In recent days, after the withdrawal of the sectarian mercenaries from the villages they had occupied and plundered, the people of the Druze Mountain have begun to tend to their wounds and bury their dead—both the unarmed civilians and the fighters who defended their land and their right to a dignified life. They are holding councils and vigils to mourn and eulogize those who fell at the hands of state-sponsored terrorism.
In contrast, the criminal authority and its followers continue their festivals and celebrations, turning a deaf ear to the people’s cries, immersed in false displays and hollow exhibitions to collect money from the poor people under the pretext of “reconstruction,” after the truth of their illusory contracts and empty investments was exposed. The official justification for these crimes came with flimsy pretexts, such as “avenging the Bedouin victims,” despite the absence of any evidence or testimony of Druze fighters committing systematic killings. Even if there were individual transgressions, they should be addressed within the framework of the law and the state, not through savage attacks with all types of weapons, which often deliberately targeted civilians and their property.

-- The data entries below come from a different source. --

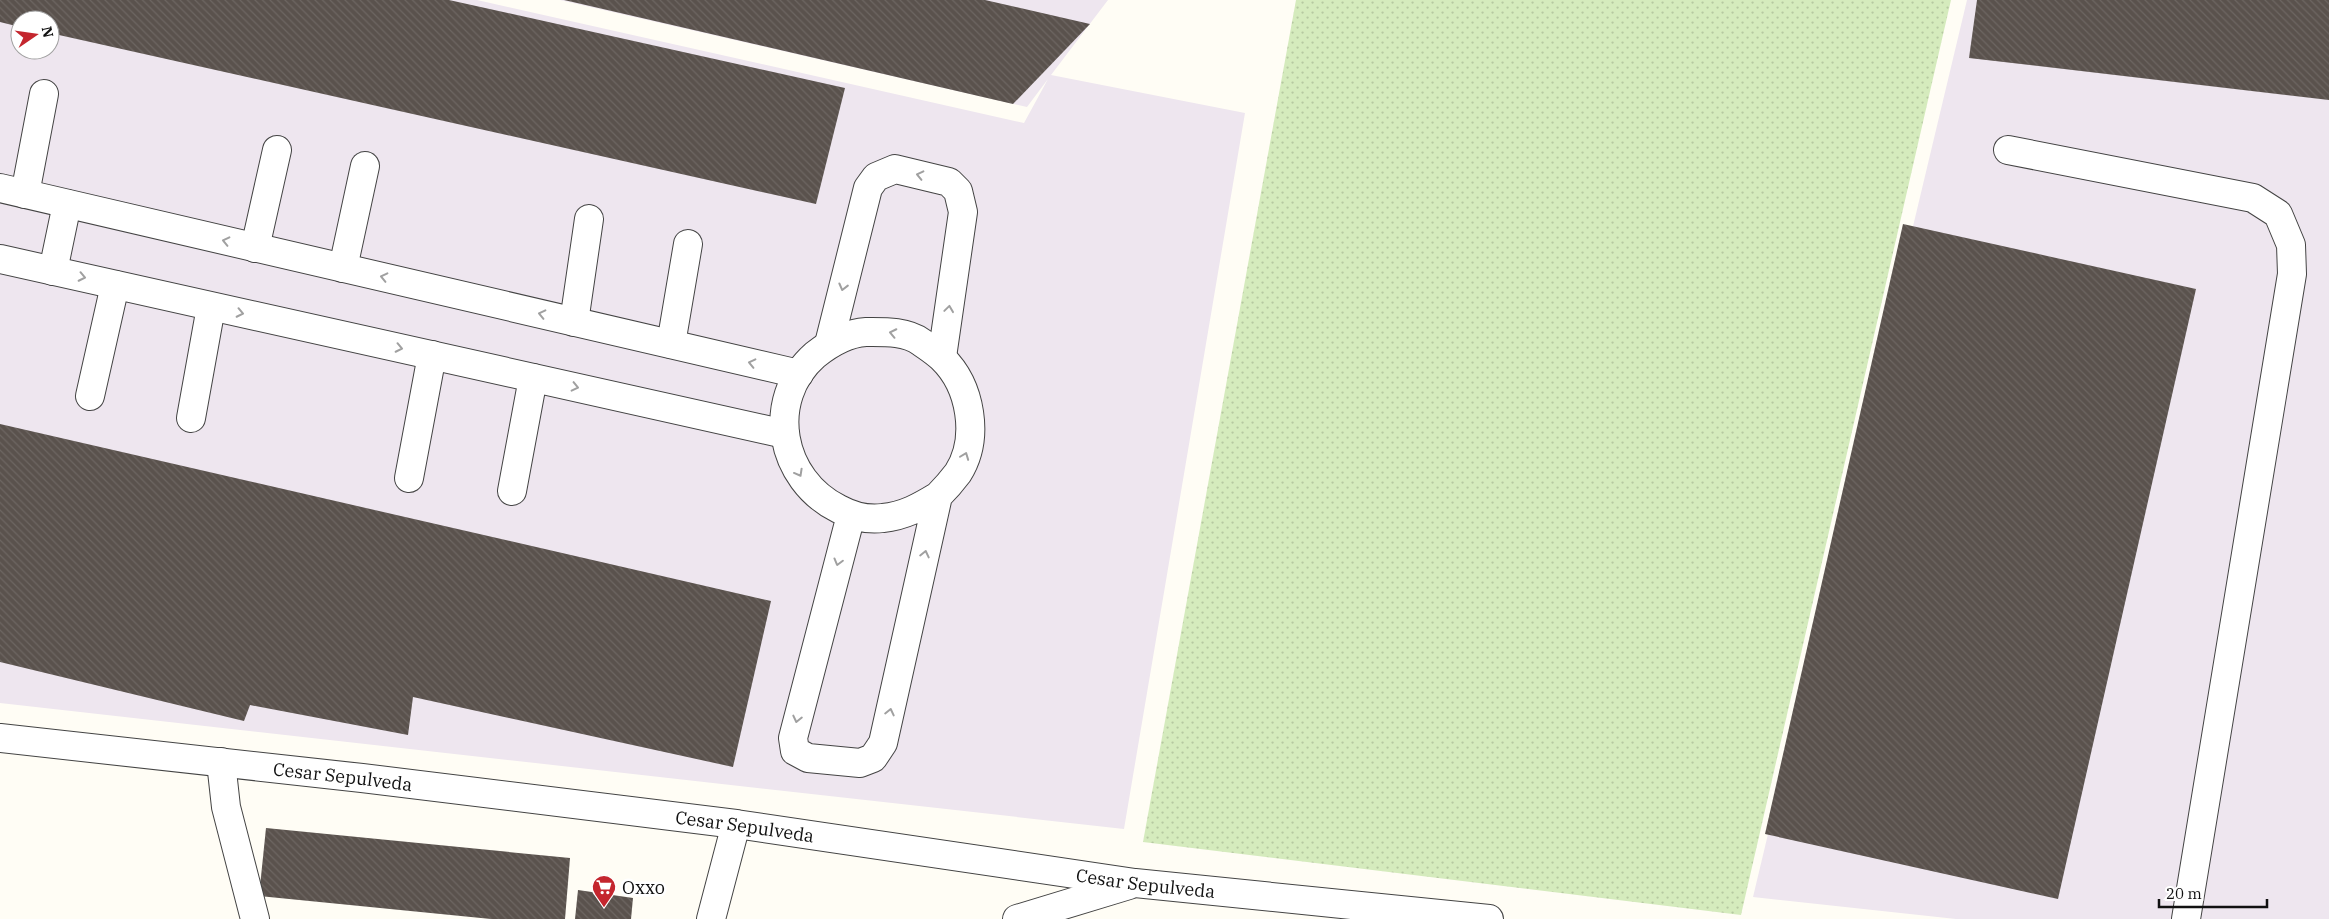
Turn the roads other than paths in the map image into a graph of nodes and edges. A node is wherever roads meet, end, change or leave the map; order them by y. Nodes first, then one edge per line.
1 (44, 94) dead end
2 (277, 150) dead end
3 (2008, 150) dead end
4 (365, 166) dead end
5 (12, 191) edge
6 (67, 204) junction
7 (589, 219) dead end
8 (688, 244) dead end
9 (255, 248) junction
10 (0, 259) edge
11 (343, 268) junction
12 (53, 271) junction
13 (115, 285) junction
14 (211, 306) junction
15 (574, 322) junction
16 (671, 344) junction
17 (828, 344) junction
18 (432, 355) junction
19 (942, 358) junction
20 (799, 374) junction
21 (533, 378) junction
22 (90, 396) dead end
23 (191, 418) dead end
24 (785, 434) junction
25 (409, 478) dead end
26 (512, 491) dead end
27 (938, 496) junction
28 (851, 515) junction
29 (0, 738) edge
30 (221, 762) junction
31 (736, 824) junction
32 (1135, 883) junction
33 (255, 919) edge
34 (711, 919) edge
35 (1017, 919) edge
36 (1490, 919) edge
37 (2186, 919) edge

1 - 5 street
2 - 9 street
3 - 37 street
4 - 11 street
5 - 6 street
9 -> 6 street
6 - 12 street
7 - 15 street
8 - 16 street
9 - 11 street
10 - 12 street
15 -> 11 street
12 -> 13 street
13 - 14 street
13 - 22 street
14 -> 18 street
14 - 23 street
15 - 16 street
20 -> 16 street
19 -> 17 street
19 -> 17 street
17 - 20 street
18 - 21 street
18 - 25 street
27 -> 19 street
20 - 24 street
21 -> 24 street
21 - 26 street
24 -> 28 street
27 - 28 street
28 -> 27 street
29 - 30 street, Cesar Sepulveda
30 - 31 street, Cesar Sepulveda
30 - 33 street
31 - 32 street, Cesar Sepulveda
31 - 34 street
32 - 35 street
32 - 36 street, Cesar Sepulveda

The blood of the martyrs and victims in Jabal al-Arab, and the blood of those deceived and recruited into the ranks of blind sectarianism, as in every inch of Syria, reveals that what happened was not merely a local conflict between Bedouins and Druze, nor a spontaneous sectarian strife. Rather, it is a direct result of the authority’s policy of deliberate incitement and division to ensure the continuation of its hegemony and plunder.
The real battle today is the battle of the entire Syrian people against a corrupt, authoritarian regime that has turned the country into a farm for its own interests. The only possible response is to break this sectarian scheme by uniting ranks on the basis of freedom and social justice, and exposing the illusions of false reconciliations and empty promises.
Confronting this authority is not a political choice, but a matter of existence. Its continuation means the continuation of massacres, poverty, and destruction. The path, no matter how difficult, is the only way to build a new Syria: a Syria of the people, not a Syria of gangs and tyrants.